DCA’s boxing ring wug Mike was influenced by his childhood love for the 1987 Nintendo arcade game ‘Mike Tyson’s Punch-Out!!’ The cast of characters includes ‘super macho man’ whose massive shoulders link to one of DCA’s personas where he co-opts the shoulder pads and numbered jersey of American football. The pixelation of early video games also lends itself to the pixel-like process of tufting. ’I grew up playing Punch-Out!! and I thought, ‘how cool would a pixelated image be converted to a tufted rug!?’
‘I use my gun in ways I ‘shouldn’t,’ he says, referring to his use of ‘lots of crosshatching and “s” shapes. I do what they tell you not to do.’ Elaborating on this topic, the conversation veers to the artist Picasso who declared ‘every child is an artist; the problem is how to remain an artist‘ [as an adult]. Unlearning is a solution. Futurologist Alvin Toffler predicted ‘the illiterate of the 21st century will be…those who cannot learn, unlearn, and relearn.’ DCA agrees ‘100%!’ Unlearning ‘is massively important’ and ’in the end my work is about the concept.’

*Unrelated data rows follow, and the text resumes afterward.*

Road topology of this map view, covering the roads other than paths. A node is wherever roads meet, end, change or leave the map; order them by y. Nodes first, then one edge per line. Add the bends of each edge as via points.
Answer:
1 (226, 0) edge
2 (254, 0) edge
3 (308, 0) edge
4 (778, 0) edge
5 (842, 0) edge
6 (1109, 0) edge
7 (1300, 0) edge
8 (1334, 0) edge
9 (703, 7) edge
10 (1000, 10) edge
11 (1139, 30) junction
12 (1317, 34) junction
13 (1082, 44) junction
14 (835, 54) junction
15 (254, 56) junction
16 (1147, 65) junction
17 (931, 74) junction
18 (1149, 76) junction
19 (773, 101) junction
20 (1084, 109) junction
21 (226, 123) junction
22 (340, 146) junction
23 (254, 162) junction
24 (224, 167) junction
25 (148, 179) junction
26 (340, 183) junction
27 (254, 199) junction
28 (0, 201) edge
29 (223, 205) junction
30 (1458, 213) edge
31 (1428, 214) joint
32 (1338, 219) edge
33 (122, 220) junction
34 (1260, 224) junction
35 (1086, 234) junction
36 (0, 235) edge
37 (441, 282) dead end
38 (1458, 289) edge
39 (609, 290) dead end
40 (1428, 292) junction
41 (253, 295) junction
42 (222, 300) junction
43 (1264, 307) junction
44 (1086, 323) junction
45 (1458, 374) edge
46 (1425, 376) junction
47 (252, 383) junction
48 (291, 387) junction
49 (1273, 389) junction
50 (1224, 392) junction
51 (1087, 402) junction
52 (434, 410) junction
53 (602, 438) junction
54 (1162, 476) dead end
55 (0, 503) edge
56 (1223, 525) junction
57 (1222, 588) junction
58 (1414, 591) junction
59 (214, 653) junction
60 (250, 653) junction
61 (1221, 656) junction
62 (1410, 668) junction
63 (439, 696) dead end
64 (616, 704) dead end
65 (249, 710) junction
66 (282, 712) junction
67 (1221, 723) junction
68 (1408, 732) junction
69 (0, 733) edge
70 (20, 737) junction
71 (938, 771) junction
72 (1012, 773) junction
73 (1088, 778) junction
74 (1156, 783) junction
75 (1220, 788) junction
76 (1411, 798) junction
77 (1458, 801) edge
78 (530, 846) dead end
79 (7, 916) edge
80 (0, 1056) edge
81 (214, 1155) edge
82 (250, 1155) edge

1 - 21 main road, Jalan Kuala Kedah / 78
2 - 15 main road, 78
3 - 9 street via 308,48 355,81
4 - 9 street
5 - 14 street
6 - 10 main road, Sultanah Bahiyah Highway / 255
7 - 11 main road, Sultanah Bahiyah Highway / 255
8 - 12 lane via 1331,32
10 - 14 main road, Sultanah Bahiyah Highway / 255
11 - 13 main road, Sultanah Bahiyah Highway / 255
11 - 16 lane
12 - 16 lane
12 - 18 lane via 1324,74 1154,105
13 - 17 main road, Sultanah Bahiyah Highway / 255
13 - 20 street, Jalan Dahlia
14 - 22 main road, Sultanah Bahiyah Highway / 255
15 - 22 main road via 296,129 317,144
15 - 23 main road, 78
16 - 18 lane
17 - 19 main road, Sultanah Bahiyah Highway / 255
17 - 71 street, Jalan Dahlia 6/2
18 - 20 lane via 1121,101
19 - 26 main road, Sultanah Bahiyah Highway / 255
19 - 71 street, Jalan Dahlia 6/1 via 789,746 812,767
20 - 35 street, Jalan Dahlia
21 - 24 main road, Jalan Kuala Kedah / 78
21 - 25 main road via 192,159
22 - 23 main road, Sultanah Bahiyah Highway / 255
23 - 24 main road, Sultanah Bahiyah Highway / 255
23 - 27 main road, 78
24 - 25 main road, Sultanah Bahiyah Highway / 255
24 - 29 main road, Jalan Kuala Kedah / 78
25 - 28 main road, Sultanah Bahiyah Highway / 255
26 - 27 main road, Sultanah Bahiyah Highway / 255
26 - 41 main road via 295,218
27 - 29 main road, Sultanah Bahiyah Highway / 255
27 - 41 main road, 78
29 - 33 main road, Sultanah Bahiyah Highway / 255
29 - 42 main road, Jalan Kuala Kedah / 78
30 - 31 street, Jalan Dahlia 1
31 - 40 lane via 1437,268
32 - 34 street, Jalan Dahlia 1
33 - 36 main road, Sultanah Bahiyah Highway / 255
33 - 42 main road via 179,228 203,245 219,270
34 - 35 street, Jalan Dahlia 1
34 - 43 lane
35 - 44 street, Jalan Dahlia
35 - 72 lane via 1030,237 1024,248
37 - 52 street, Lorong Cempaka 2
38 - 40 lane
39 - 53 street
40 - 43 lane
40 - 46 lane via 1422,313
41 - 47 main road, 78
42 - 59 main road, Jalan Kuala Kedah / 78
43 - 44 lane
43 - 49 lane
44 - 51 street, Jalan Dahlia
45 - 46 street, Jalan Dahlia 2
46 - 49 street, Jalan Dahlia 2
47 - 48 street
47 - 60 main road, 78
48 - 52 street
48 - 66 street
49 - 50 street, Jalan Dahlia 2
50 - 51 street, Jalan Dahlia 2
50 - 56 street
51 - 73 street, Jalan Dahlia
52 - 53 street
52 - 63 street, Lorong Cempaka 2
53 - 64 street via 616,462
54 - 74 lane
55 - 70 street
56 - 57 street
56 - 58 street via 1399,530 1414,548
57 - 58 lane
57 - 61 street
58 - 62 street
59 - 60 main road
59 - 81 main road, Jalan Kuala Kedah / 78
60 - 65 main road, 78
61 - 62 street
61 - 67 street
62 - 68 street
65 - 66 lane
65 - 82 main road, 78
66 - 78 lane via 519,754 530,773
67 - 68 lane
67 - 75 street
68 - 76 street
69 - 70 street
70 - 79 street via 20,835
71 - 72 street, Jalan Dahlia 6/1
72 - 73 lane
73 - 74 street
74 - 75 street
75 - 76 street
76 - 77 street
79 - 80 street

Making rugs has ‘been THE biggest challenge of my life!’, he says. ‘There’s a little bit of gatekeeping with the distribution of these tools,’ he says referring to gun tufters, ‘and a totally absurd learning curve, but when I stretched my first canvas it was SO rewarding! My wug Blue Man got triple the engagement of previous posts on Instagram.’ DCA is committed to making more wugs or as he also describes them, ‘flat sculptures’. ‘People ask me “what do you want to be your expertise” but I’m breaking down that limiting construct.’ His fans demand more DCA (and more Boogy), not less, and we couldn’t agree more.